Patricia Highsmith’s Strangers on a Train: Its multiple personality theme is mostly missed by Alfred Hitchcock’s movie

In the novel, Charles Bruno kills the wife of Guy Haines, and then Guy reciprocates by killing Bruno’s father. In the movie, Bruno Anthony kills the wife of Guy Haines, but Guy does not reciprocate, so Bruno tries to pin the murder on Guy.

Two other glaring differences between the novel and movie are, first, that the movie renames Charles Bruno to Bruno Anthony, and second, that the movie omits the novel’s explicit theme that creative people have multiple personality.

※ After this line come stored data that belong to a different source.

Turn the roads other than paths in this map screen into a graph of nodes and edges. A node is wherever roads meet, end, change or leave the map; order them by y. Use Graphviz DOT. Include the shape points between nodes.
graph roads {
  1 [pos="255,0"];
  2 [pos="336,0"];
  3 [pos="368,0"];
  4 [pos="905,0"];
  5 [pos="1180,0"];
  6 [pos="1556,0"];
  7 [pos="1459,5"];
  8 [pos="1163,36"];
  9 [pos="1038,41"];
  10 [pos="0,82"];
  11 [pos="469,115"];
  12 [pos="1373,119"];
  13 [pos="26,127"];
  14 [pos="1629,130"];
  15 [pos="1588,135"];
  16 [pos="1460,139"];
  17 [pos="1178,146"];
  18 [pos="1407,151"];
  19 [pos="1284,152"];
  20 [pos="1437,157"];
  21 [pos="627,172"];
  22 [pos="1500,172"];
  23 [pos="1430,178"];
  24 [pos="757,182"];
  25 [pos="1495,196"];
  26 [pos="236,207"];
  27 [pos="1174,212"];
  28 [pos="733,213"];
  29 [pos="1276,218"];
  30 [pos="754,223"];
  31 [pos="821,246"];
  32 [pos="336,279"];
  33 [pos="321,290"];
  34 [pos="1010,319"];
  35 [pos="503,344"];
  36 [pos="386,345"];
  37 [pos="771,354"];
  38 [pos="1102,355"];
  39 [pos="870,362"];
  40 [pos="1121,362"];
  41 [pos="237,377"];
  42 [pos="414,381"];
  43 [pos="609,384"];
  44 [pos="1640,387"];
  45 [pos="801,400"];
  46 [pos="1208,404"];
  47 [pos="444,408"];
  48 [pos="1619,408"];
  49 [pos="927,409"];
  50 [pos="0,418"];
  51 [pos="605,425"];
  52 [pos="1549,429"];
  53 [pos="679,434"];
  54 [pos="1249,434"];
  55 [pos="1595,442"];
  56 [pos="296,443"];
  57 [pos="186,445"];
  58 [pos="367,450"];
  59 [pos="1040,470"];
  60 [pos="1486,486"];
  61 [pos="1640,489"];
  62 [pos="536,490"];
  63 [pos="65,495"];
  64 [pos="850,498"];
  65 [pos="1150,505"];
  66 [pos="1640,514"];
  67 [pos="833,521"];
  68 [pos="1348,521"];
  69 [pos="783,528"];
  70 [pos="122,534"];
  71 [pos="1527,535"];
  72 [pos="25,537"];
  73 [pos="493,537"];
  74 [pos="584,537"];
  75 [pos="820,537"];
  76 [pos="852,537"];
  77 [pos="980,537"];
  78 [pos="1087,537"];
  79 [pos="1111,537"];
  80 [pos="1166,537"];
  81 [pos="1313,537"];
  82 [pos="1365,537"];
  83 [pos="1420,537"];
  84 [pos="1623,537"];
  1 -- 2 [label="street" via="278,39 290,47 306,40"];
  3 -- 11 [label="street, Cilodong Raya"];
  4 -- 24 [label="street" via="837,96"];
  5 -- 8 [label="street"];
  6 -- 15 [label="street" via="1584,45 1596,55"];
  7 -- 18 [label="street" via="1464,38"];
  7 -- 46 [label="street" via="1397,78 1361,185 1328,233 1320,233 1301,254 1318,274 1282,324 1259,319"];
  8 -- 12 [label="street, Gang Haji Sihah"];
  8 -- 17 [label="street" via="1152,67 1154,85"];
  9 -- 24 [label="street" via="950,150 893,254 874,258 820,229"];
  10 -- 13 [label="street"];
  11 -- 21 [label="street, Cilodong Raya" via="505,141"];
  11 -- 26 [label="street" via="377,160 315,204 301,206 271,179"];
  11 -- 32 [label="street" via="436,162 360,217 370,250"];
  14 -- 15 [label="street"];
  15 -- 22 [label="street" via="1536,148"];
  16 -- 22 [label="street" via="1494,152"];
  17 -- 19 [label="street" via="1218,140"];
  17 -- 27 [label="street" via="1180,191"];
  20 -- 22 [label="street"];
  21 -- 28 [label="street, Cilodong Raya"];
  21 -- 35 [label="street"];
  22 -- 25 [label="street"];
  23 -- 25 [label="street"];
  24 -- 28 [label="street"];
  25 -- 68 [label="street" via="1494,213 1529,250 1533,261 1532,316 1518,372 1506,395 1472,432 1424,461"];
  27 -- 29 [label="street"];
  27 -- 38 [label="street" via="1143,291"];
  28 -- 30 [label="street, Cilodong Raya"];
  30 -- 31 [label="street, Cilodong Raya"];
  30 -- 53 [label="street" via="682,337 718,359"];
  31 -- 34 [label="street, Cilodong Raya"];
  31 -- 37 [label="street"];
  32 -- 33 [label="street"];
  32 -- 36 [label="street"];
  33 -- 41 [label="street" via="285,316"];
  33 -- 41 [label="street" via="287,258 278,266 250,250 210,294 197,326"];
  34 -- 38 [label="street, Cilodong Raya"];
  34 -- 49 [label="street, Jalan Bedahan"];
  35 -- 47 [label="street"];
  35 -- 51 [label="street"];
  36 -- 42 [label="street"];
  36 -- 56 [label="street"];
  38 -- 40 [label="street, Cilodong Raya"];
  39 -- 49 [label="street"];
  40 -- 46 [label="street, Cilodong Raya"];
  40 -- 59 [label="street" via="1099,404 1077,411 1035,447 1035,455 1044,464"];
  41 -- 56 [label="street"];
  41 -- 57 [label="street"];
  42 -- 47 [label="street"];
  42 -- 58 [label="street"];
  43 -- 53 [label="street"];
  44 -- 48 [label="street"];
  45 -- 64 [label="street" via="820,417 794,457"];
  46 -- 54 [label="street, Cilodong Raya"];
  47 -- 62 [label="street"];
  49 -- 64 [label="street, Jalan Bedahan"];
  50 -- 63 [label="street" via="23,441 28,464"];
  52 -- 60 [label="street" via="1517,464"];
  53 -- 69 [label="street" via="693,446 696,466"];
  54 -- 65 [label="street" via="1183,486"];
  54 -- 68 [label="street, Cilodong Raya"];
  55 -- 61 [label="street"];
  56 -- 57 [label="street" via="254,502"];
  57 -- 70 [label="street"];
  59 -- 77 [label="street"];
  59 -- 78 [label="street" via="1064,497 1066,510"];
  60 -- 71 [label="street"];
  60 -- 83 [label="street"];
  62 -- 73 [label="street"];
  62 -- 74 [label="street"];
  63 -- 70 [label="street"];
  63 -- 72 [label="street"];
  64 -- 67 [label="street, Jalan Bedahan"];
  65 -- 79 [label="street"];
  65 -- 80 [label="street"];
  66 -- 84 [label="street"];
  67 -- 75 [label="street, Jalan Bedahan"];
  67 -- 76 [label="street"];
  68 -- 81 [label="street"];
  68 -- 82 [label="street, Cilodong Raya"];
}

The movie does have a visual motif of “the double” (literary metaphor for multiple personality)—for example, when Hitchcock does his trademark walk-on, he is carrying a double bass—but that is as far as the movie goes.

Names of Main Characters
Throughout the novel, the two main characters are almost always referred to as Guy and Bruno; that is, Guy Haines’s first name and Charles Bruno’s last name. This is very peculiar and never explained. You would expect them both to be referred to either by their first names or last names, but not one by his first name and the other by his last name.

This peculiar naming of the two main characters cannot be accidental or inadvertent. What does the author mean by it? Well, when you have the first name of one person and the last name of another person, and you put them together, it adds up to one whole person. In other words, the two main characters are the alternate personalities of one person, who has multiple personality.

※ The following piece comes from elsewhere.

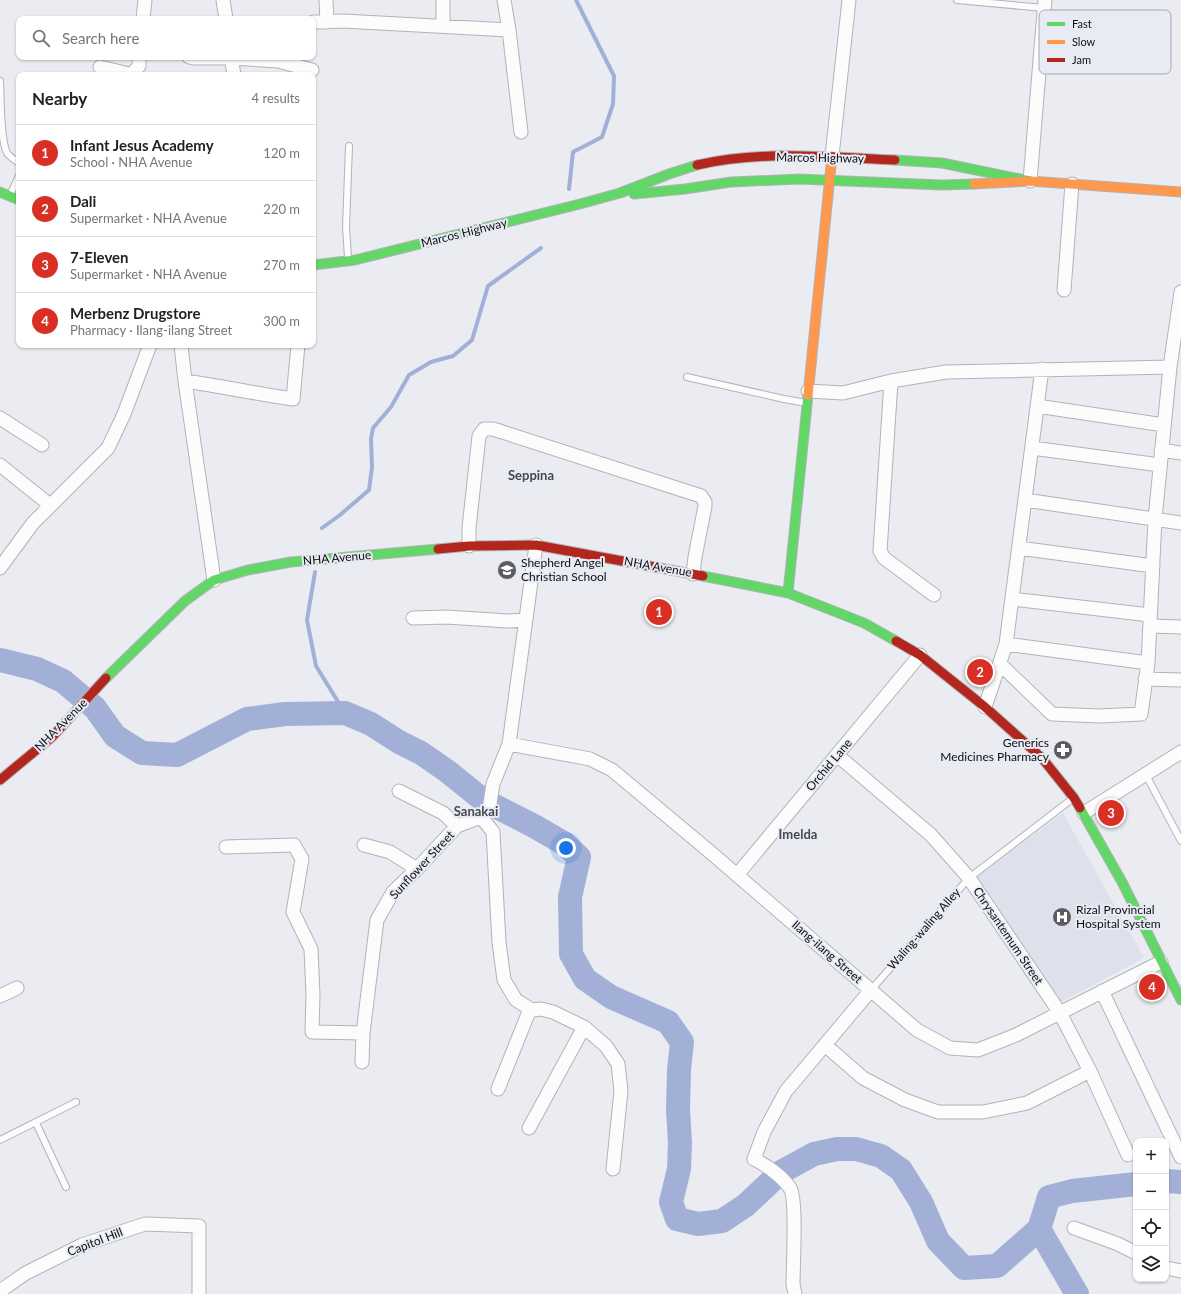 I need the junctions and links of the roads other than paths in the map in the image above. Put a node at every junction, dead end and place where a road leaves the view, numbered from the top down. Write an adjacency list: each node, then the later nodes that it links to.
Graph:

Explicit Theme of Multiple Personality
“It may interest you to know that Guy Haines […is…] a dual personality” (1, p. 134).

“And Bruno, he and Bruno. Each was what the other had not chosen to be, the cast-off self, what he thought he hated but perhaps in reality loved” (1, p. 180).

[Guy thinks] “It was only a part of himself he had to cope with, not his whole self, not Bruno, or his work. He had merely to crush the other part of himself, and live in the self he was now. But there were too many points at which the other self could invade the self he wanted to preserve, and there were too many forms of invasion: certain words, sounds, lights, actions his hands or feet performed, and if he did nothing at all, heard and saw nothing, the shouting of some triumphant inner voice that shocked and cowed him” (1, pp. 189-190).

“[Guy] felt rather like two people, one of whom could create and feel in harmony with God when he created [Guy is an architect], and the other who could murder…the man who had glanced into the mirror just last night and had seen for one instant the murderer, like a secret brother” (1, pp. 203-204).

[Guy says,] “Do you know the greatest wisdom in the world, Bruno?…That everything has its opposite close beside it” (1, p. 208).

[Bruno says to Guy’s second wife,] “I was thinking of what Guy always says, about the doubleness of everything…People, feelings, everything! Double! Two people in each person” (1, p. 251).

Who is Guy? Guy is an architect (not a tennis player as in the movie). An architect symbolizes creative people (such as novelists). So the novel is saying that creative people have multiple personality.

1. Patricia Highsmith. Strangers on a Train [1950]. New York, W. W. Norton & Company, 2001.